**RECORDS TO USE:**
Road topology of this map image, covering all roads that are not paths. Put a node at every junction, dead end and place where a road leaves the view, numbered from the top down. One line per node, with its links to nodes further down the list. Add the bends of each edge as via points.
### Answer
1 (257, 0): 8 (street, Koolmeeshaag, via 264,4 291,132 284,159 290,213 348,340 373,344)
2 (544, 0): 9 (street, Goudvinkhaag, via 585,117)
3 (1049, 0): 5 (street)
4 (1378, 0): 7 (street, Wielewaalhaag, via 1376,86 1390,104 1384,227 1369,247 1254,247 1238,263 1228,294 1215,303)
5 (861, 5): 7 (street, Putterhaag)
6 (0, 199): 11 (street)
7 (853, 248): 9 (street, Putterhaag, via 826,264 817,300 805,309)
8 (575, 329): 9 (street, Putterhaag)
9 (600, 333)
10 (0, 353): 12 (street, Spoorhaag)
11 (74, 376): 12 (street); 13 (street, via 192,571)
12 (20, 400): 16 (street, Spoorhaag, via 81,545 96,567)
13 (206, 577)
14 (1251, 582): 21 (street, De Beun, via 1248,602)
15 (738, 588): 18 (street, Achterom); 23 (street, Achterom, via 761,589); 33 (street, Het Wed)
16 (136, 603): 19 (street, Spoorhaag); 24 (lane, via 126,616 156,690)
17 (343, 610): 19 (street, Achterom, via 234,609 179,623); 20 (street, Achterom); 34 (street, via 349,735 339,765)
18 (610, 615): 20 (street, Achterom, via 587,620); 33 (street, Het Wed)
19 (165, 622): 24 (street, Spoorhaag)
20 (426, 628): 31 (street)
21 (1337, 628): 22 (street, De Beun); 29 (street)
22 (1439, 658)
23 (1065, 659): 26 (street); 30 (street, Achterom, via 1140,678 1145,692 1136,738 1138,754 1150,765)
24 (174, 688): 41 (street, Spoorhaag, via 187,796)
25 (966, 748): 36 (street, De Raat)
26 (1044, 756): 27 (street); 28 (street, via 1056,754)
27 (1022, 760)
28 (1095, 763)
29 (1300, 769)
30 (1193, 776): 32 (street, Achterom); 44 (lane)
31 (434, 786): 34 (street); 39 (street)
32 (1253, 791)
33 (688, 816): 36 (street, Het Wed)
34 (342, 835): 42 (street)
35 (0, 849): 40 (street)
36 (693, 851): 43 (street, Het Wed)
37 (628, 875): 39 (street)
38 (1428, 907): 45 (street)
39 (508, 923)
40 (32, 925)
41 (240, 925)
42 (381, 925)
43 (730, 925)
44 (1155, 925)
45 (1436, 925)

...

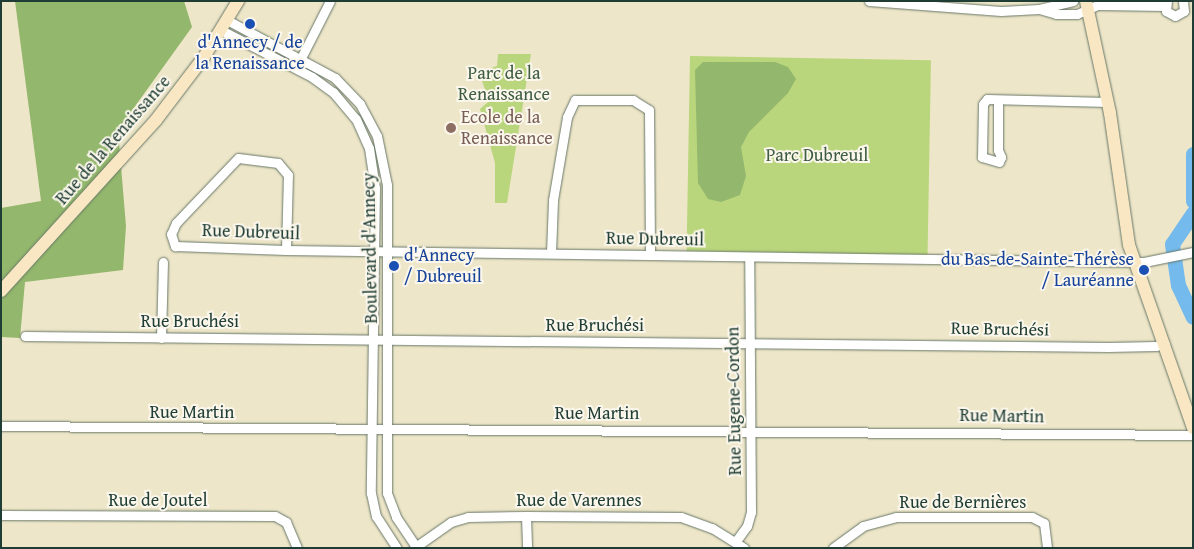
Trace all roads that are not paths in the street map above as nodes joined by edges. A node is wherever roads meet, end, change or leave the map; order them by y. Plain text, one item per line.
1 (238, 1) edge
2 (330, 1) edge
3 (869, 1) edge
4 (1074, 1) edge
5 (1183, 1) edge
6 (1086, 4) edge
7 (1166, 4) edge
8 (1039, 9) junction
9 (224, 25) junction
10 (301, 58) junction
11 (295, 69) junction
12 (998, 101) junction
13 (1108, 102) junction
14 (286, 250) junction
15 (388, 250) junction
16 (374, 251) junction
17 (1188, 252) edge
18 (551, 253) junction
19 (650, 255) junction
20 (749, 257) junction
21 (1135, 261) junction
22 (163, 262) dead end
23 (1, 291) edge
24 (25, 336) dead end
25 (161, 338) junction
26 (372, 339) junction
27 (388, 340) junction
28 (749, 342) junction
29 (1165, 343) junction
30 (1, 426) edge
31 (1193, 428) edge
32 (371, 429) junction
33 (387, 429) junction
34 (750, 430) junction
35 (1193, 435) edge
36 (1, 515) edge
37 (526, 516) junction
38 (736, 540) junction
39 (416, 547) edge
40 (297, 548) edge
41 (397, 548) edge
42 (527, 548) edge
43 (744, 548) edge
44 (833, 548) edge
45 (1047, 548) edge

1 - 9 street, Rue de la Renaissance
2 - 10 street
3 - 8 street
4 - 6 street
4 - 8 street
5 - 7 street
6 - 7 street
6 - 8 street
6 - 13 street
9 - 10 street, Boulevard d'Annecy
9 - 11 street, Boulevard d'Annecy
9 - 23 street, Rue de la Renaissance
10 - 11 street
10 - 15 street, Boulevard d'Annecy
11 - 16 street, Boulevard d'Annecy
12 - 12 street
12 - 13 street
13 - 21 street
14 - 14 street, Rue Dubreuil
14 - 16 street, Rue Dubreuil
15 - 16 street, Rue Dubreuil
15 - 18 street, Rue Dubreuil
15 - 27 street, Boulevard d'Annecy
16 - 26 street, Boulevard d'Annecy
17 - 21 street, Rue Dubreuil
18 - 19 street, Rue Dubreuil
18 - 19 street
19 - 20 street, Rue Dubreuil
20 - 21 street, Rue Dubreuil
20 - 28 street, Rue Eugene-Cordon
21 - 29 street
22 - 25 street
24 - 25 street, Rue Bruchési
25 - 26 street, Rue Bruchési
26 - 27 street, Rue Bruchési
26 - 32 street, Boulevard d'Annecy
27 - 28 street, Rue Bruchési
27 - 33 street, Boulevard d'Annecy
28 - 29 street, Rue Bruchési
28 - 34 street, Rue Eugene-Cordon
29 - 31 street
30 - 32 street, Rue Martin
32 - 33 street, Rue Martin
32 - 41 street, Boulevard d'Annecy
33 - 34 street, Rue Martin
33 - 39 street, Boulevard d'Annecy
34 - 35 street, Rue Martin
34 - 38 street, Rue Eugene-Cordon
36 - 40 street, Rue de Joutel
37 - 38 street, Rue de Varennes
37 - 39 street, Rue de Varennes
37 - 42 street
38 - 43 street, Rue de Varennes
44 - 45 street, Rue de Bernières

**DIRECTIONS:**
Please return every line in the data that includes the string "Cordon".

**ANSWER TO THE EXERCISE:**
20 - 28 street, Rue Eugene-Cordon
28 - 34 street, Rue Eugene-Cordon
34 - 38 street, Rue Eugene-Cordon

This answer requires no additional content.